I will illustrate with a few examples that we will later use to build an RNN. The simplest nn.Module
is the nn.Identity
module that simply feeds its input forward, unchanged and it has no parameters:
th> x = nn.Identity() th> x:forward(2) 2 th> x:backward(2,3) 3
Suppose for some crazy reason we want to chain several of these together.

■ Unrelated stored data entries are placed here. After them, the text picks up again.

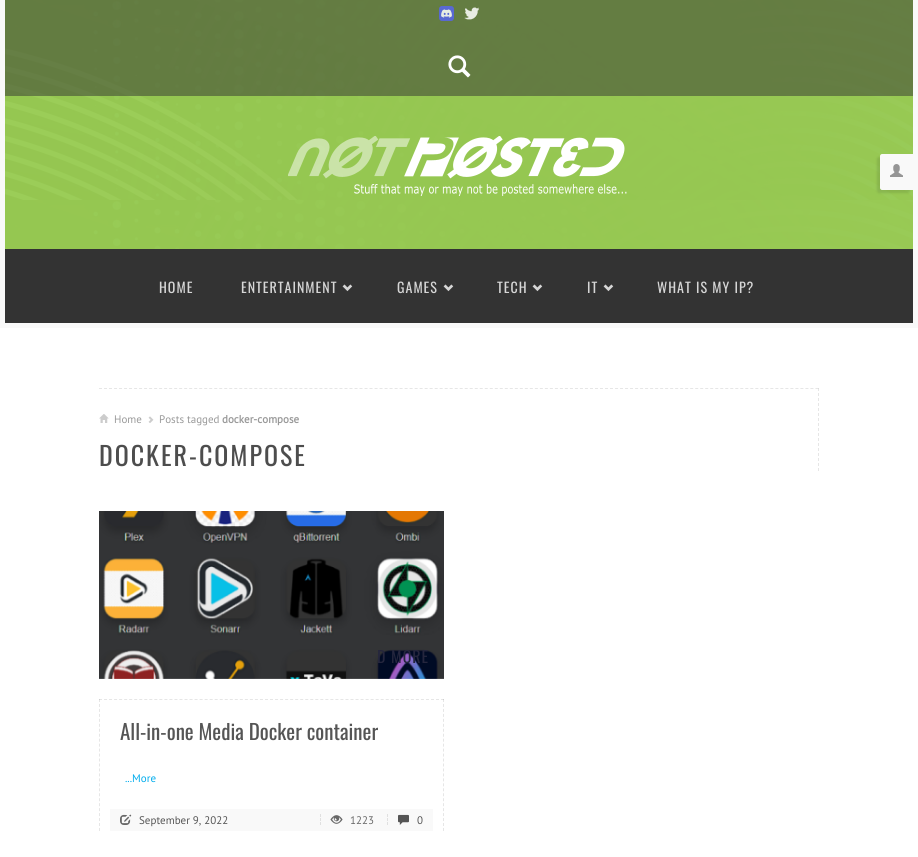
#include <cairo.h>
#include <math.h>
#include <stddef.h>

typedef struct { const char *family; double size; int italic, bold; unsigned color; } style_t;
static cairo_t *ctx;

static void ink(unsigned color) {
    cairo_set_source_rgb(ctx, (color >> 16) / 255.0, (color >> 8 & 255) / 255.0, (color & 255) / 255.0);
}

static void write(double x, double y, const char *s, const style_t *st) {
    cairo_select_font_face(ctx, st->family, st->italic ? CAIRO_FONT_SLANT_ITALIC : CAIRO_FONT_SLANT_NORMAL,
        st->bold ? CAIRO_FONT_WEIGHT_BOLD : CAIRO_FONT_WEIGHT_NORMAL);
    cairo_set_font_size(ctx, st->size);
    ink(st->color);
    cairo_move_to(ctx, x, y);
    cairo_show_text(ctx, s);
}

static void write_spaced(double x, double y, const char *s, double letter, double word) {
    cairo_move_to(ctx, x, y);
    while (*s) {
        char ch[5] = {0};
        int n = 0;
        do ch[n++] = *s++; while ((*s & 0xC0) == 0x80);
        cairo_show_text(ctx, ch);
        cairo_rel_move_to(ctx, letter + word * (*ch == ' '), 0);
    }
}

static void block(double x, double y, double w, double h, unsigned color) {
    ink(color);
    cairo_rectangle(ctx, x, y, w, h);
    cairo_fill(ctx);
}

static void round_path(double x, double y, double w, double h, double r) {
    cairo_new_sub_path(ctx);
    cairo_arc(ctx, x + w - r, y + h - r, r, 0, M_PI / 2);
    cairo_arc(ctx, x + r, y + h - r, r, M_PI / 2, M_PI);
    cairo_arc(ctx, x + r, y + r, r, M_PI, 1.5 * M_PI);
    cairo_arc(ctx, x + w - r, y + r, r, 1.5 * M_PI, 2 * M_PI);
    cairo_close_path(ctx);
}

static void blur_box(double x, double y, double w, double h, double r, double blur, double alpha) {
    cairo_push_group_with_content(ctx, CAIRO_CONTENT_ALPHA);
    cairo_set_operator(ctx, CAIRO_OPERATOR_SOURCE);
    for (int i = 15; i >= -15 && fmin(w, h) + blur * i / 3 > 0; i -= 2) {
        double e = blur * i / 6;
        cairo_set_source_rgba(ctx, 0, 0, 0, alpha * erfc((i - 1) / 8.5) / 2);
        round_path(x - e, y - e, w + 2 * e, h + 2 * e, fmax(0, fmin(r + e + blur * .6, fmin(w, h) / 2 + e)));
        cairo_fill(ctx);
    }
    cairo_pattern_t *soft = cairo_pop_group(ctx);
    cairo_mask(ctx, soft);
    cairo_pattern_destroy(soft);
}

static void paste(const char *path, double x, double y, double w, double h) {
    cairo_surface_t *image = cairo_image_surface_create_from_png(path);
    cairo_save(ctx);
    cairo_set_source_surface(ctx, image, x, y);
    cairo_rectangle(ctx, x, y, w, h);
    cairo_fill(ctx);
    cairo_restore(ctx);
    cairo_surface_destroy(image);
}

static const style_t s1 = {"PT Sans", 11, 0, 0, 0x999999};
static const style_t s2 = {"PT Sans", 11, 0, 1, 0x999999};
static const style_t s3 = {"Oswald", 21, 0, 0, 0x555555};
static const style_t s4 = {"PT Sans", 11, 0, 0, 0x00aced};
static const style_t s5 = {"PT Sans", 11, 0, 0, 0x555555};
static const style_t s6 = {"PT Sans", 11, 0, 0, 0x686868};

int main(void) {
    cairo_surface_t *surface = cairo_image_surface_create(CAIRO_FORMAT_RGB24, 918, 857);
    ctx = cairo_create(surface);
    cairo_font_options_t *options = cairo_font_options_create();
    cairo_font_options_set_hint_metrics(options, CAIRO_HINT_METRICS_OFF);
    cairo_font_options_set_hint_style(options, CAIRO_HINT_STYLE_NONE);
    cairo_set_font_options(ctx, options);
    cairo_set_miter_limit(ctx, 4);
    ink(0xffffff);
    cairo_paint(ctx);
    block(0, 0, 918, 328, 0xf9f9f9);
    paste("pic1.png", 5, 0, 908, 249);
    cairo_set_source_rgba(ctx, 0.2, 0.2, 0.2, 0.5);
    cairo_rectangle(ctx, 5, 0, 908, 96);
    cairo_fill(ctx);
    paste("pic2.png", 439, 6, 15, 15);
    paste("pic3.png", 464, 7, 15, 13);
    paste("pic4.png", 448, 55, 23, 23);
    paste("pic5.png", 288, 136, 339, 60);
    ink(0x000000);
    blur_box(877, 157, 33, 36, 2, 1, 0.1);
    ink(0xf9f9f9);
    cairo_new_path(ctx);
    cairo_move_to(ctx, 882, 154);
    cairo_line_to(ctx, 913, 154);
    cairo_line_to(ctx, 913, 190);
    cairo_line_to(ctx, 882, 190);
    cairo_curve_to(ctx, 881, 190, 880, 189, 880, 188);
    cairo_line_to(ctx, 880, 156);
    cairo_curve_to(ctx, 880, 155, 881, 154, 882, 154);
    cairo_close_path(ctx);
    cairo_fill(ctx);
    paste("pic6.png", 890, 164, 13, 13);
    block(5, 249, 908, 74, 0x333333);
    cairo_select_font_face(ctx, "Oswald", CAIRO_FONT_SLANT_NORMAL, CAIRO_FONT_WEIGHT_NORMAL);
    cairo_set_font_size(ctx, 14);
    ink(0xd6d6d6);
    write_spaced(159, 293, "HOME", 1, 0);
    write_spaced(241, 293, "ENTERTAINMENT", 1, 0);
    paste("pic7.png", 342, 284, 11, 8);
    write_spaced(397, 293, "GAMES", 1, 0);
    paste("pic7.png", 443, 284, 11, 8);
    write_spaced(497, 293, "TECH", 1, 0);
    paste("pic7.png", 532, 284, 11, 8);
    write_spaced(587, 293, "IT", 1, 0);
    paste("pic7.png", 603, 284, 11, 8);
    write_spaced(657, 293, "WHAT IS MY IP?", 1, 0);
    cairo_new_path(ctx);
    cairo_move_to(ctx, 99, 388.5);
    cairo_line_to(ctx, 819, 388.5);
    ink(0xe6e6e6);
    cairo_set_line_width(ctx, 1);
    cairo_set_dash(ctx, (double[]){3, 2.01}, 2, 0);
    cairo_stroke(ctx);
    cairo_new_path(ctx);
    cairo_move_to(ctx, 818.5, 388);
    cairo_line_to(ctx, 818.5, 471);
    cairo_set_source_rgba(ctx, 0, 0, 0, 0.1);
    cairo_set_dash(ctx, (double[]){3, 2}, 2, 0);
    cairo_stroke(ctx);
    paste("pic8.png", 99, 414, 10, 9);
    write(114, 423, "Home", &s1);
    paste("pic9.png", 148, 416, 6, 7);
    write(159, 423, "Posts tagged", &s1);
    write(222, 423, "docker-compose", &s2);
    cairo_select_font_face(ctx, "Oswald", CAIRO_FONT_SLANT_NORMAL, CAIRO_FONT_WEIGHT_NORMAL);
    cairo_set_font_size(ctx, 26);
    ink(0x4d4d4d);
    write_spaced(99, 466, "DOCKER-COMPOSE", 2, 0);
    paste("pic10.png", 99, 511, 345, 168);
    cairo_set_font_size(ctx, 16);
    ink(0x25263d);
    write_spaced(377, 663, "D MORE", 1, 0);
    cairo_new_path(ctx);
    cairo_move_to(ctx, 99, 699.5);
    cairo_line_to(ctx, 444, 699.5);
    ink(0xe6e6e6);
    cairo_set_dash(ctx, (double[]){3, 2.03}, 2, 0);
    cairo_stroke(ctx);
    cairo_new_path(ctx);
    cairo_move_to(ctx, 443.5, 699);
    cairo_line_to(ctx, 443.5, 831);
    cairo_set_source_rgba(ctx, 0, 0, 0, 0.1);
    cairo_set_dash(ctx, (double[]){3, 1.96}, 2, 0);
    cairo_stroke(ctx);
    cairo_new_path(ctx);
    cairo_move_to(ctx, 99.5, 699);
    cairo_line_to(ctx, 99.5, 831);
    cairo_stroke(ctx);
    write(120, 740, "All-in-one Media Docker container", &s3);
    write(125, 782, "...More", &s4);
    block(110, 809, 323, 22, 0xf9f9f9);
    paste("pic11.png", 120, 814, 12, 11);
    write(139, 824, "September 9, 2022", &s5);
    cairo_new_path(ctx);
    cairo_move_to(ctx, 320.5, 814);
    cairo_line_to(ctx, 320.5, 817);
    cairo_move_to(ctx, 320.5, 818);
    cairo_line_to(ctx, 320.5, 821);
    cairo_move_to(ctx, 320.5, 822);
    cairo_line_to(ctx, 320.5, 825);
    ink(0xe0e0e0);
    cairo_set_dash(ctx, NULL, 0, 0);
    cairo_stroke(ctx);
    paste("pic12.png", 330, 815, 13, 9);
    write(350, 824, "1223", &s6);
    cairo_new_path(ctx);
    cairo_move_to(ctx, 387.5, 814);
    cairo_line_to(ctx, 387.5, 817);
    cairo_move_to(ctx, 387.5, 818);
    cairo_line_to(ctx, 387.5, 821);
    cairo_move_to(ctx, 387.5, 822);
    cairo_line_to(ctx, 387.5, 825);
    ink(0xe0e0e0);
    cairo_stroke(ctx);
    paste("pic13.png", 398, 814, 11, 11);
    write(417, 824, "0", &s5);
    cairo_surface_write_to_png(surface, "screenshot.png");
    cairo_font_options_destroy(options);
    cairo_destroy(ctx);
    cairo_surface_destroy(surface);
    return 0;
}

This can be accomplished using standard nn
Modules as follows:
seq = nn.Sequential()
seq:add(nn.Identity())
seq:add(nn.Identity())
seq:add(nn.Identity())
This behaves as before:
th> seq:forward(2) 2 th> seq:backward(2,3) 3
However, with nngraph
we can accomplish this in a compositional way:
first = nn.Identity()()
twoMore = nn.Identity()(nn.Identity()(first))
seq = nn.gModule({first},{twoMore})
What’s going on here is we’re saving a reference to the input, first
, then compositionally chaining together two more in the sequence, and finally using the nn.gModule
method provided by nngraph
to bundle the inputs and outputs into a single Module that works as a single unit.
And we can use it as before:
th> seq:forward(2) 2 th> seq:backward(2,3) 3
While that didn’t seem any easier, the compositional nature starts to pay off once the architecture gets more involved.
ni = 2; nh = 4; no = 1; len = 5
h0 = nn.Identity()()
x = nn.Identity()()
xs = nn.SplitTable(2)(x)
h = h0
for i=1,len do
h = nn.Tanh()(nn.Linear(ni+nh,nh)(nn.JoinTable(1)({h,nn.SelectTable(1)(xs)})))
end
y = nn.Linear(nh,no)(h)
rnn = nn.gModule({h0,x},{y})
This builds a single-layer RNN with 5 timesteps input dimension ni
, hidden state size nh
, and output dimensionality no
. For more details on RNNs and a detailed walkthough on what this sort of code does, have a look at the RNN part of the tutorial.
The code to build this without nngraph
would have been much more complicated.